Using trained pipelines with spaCy

To load a pipeline package, use spacy.load with the package name or a path to the data directory:

import spacy
nlp = spacy.load("en_core_web_sm")           # load package "en_core_web_sm"
nlp = spacy.load("/path/to/en_core_web_sm")  # load package from a directory

doc = nlp("This is a sentence.")

Importing pipeline packages as modules

If you’ve installed a trained pipeline via spacy download or directly via pip, you can also import it and then call its load() method with no arguments:

import en_core_web_sm

nlp = en_core_web_sm.load()
doc = nlp("This is a sentence.")

How you choose to load your trained pipelines ultimately depends on personal preference. However, for larger code bases, we usually recommend native imports, as this will make it easier to integrate pipeline packages with your existing build process, continuous integration workflow and testing framework. It’ll also prevent you from ever trying to load a package that is not installed, as your code will raise an ImportError immediately, instead of failing somewhere down the line when calling spacy.load(). For more details, see the section on working with pipeline packages in production.

Using trained pipelines in production

If your application depends on one or more trained pipeline packages, you’ll usually want to integrate them into your continuous integration workflow and build process. While spaCy provides a range of useful helpers for downloading and loading pipeline packages, the underlying functionality is entirely based on native Python packaging. This allows your application to handle a spaCy pipeline like any other package dependency.

Downloading and requiring package dependencies

spaCy’s built-in download command is mostly intended as a convenient, interactive wrapper. It performs compatibility checks and prints detailed error messages and warnings. However, if you’re downloading pipeline packages as part of an automated build process, this only adds an unnecessary layer of complexity. If you know which packages your application needs, you should be specifying them directly.

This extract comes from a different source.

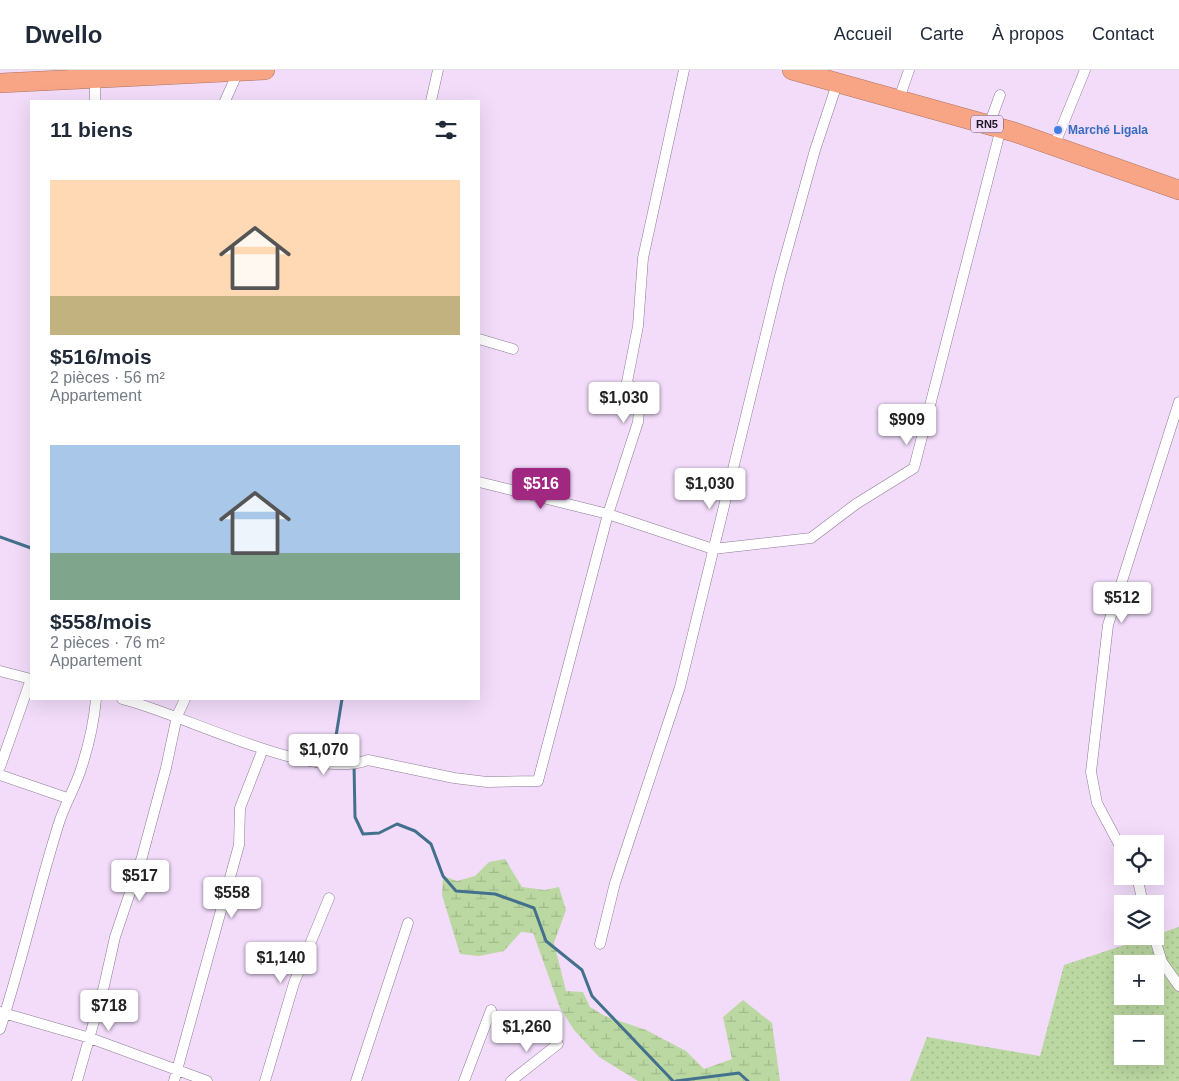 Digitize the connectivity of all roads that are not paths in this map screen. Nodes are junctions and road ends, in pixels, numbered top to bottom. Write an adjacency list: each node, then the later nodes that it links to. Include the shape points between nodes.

Because pipeline packages are valid Python packages, you can add them to your application’s requirements.txt. If you’re running your own internal PyPi installation, you can upload the pipeline packages there. pip’s requirements file format supports both package names to download via a PyPi server, as well as direct URLs.

requirements.txt

spacy>=3.0.0,<4.0.0 https://github.com/explosion/spacy-models/releases/download/en_core_web_sm-3.0.0/en_core_web_sm-3.0.0.tar.gz#egg=en_core_web_sm

Specifying #egg= with the package name tells pip which package to expect from the download URL. This way, the package won’t be re-downloaded and overwritten if it’s already installed - just like when you’re downloading a package from PyPi.

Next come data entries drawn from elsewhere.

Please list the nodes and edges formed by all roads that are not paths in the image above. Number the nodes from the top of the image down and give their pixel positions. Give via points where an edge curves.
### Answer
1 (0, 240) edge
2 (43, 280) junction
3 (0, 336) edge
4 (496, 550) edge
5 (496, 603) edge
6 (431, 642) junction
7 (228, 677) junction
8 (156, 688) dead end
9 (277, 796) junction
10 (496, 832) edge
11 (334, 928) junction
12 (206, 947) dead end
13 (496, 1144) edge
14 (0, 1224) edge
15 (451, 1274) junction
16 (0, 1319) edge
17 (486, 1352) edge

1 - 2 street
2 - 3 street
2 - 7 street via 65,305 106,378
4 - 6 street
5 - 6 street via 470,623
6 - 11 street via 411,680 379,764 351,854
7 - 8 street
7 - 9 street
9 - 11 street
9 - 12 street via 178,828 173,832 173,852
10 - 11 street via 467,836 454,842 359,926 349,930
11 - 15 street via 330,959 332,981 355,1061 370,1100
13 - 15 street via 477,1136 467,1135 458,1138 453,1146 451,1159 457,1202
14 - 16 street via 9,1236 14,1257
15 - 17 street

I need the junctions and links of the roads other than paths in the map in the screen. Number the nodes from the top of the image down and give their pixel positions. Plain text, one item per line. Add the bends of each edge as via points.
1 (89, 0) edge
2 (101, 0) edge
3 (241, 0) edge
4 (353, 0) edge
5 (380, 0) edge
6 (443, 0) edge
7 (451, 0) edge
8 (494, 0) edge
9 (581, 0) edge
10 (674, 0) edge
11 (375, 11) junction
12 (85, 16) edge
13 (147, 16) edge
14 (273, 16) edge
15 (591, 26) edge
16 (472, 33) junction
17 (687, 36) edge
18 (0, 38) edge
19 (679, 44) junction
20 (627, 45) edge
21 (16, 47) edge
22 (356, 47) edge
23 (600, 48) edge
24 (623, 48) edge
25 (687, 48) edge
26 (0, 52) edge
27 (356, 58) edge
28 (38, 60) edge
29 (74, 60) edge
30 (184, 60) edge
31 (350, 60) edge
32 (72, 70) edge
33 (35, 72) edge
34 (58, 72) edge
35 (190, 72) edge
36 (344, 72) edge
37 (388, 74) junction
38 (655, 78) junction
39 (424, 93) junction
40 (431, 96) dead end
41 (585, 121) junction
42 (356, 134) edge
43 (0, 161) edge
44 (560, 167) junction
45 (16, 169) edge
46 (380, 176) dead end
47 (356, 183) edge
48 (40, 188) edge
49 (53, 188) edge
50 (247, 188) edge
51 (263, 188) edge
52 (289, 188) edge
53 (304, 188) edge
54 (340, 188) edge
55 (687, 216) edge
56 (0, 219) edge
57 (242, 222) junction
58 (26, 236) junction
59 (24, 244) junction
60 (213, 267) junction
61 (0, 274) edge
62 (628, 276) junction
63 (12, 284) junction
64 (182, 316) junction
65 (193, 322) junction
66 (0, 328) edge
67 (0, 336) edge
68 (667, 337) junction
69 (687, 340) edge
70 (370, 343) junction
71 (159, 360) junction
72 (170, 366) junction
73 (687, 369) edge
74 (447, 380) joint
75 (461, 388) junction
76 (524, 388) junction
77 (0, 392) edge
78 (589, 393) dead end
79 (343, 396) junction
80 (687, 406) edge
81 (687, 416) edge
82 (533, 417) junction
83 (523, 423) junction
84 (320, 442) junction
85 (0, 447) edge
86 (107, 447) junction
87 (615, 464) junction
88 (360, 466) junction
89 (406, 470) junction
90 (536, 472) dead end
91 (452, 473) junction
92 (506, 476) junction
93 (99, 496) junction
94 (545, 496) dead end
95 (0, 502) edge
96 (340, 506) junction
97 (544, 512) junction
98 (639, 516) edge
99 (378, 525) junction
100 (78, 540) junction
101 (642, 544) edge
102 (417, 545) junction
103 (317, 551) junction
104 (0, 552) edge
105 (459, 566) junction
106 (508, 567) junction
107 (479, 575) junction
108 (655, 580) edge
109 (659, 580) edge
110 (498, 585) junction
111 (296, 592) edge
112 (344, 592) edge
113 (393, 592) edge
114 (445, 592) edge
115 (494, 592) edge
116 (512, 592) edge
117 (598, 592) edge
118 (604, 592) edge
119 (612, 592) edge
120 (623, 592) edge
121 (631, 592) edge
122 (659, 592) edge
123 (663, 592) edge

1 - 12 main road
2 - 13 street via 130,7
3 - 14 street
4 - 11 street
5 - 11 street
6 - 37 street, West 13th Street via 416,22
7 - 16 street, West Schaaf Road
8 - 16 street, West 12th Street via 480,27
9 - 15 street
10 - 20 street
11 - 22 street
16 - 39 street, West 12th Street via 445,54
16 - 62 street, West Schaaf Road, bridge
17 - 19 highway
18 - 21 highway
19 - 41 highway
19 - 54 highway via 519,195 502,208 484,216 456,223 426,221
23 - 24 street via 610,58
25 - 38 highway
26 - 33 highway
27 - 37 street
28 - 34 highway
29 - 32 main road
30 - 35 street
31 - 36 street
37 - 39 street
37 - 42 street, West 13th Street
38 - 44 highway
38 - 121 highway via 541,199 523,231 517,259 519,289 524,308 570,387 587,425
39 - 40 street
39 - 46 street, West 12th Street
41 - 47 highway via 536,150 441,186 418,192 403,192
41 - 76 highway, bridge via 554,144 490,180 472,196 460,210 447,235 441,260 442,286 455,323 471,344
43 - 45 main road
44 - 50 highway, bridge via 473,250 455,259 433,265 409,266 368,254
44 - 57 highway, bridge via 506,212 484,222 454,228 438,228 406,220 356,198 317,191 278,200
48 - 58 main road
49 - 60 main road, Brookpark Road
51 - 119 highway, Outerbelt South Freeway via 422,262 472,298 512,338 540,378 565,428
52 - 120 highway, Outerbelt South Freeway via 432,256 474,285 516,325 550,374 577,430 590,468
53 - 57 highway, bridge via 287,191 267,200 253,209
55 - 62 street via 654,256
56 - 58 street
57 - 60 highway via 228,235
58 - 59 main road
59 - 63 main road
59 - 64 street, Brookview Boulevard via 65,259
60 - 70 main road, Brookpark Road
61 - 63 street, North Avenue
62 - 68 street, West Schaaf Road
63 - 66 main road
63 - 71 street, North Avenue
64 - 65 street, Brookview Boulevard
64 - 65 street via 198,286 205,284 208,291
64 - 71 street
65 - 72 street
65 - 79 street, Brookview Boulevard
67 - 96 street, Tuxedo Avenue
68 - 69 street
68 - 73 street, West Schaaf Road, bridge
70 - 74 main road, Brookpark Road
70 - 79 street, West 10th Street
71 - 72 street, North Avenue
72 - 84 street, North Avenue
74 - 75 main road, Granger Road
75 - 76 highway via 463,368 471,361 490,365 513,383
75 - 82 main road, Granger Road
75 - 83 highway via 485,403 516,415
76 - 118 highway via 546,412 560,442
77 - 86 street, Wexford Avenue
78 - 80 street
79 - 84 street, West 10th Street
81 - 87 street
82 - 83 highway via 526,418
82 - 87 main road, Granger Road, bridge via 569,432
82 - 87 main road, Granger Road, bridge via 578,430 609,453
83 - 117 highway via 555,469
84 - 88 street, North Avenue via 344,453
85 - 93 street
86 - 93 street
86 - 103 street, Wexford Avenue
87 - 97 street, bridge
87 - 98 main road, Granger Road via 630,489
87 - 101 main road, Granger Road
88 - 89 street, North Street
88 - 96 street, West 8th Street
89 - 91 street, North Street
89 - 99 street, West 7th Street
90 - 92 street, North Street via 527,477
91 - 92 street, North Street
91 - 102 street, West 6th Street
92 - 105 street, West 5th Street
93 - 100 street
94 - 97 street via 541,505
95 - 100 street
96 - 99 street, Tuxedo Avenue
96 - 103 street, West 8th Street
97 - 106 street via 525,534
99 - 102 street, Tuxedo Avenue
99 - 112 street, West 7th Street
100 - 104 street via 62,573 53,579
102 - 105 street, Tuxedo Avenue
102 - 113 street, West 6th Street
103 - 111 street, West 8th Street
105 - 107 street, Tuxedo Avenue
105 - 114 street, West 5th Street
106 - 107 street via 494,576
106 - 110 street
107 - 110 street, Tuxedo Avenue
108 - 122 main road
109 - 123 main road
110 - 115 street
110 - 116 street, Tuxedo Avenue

All pipeline packages are versioned and specify their spaCy dependency. This ensures cross-compatibility and lets you specify exact version requirements for each pipeline. If you’ve trained your own pipeline, you can use the spacy package command to generate the required meta data and turn it into a loadable package.

Loading and testing pipeline packages

Pipeline packages are regular Python packages, so you can also import them as a package using Python’s native import syntax, and then call the load method to load the data and return an nlp object:

import en_core_web_sm
nlp = en_core_web_sm.load()

In general, this approach is recommended for larger code bases, as it’s more “native”, and doesn’t rely on spaCy’s loader to resolve string names to packages. If a package can’t be imported, Python will raise an ImportError immediately. And if a package is imported but not used, any linter will catch that.

Similarly, it’ll give you more flexibility when writing tests that require loading pipelines. For example, instead of writing your own try and except logic around spaCy’s loader, you can use pytest’s importorskip() method to only run a test if a specific pipeline package or version is installed. Each pipeline package exposes a __version__ attribute which you can also use to perform your own version compatibility checks before loading it.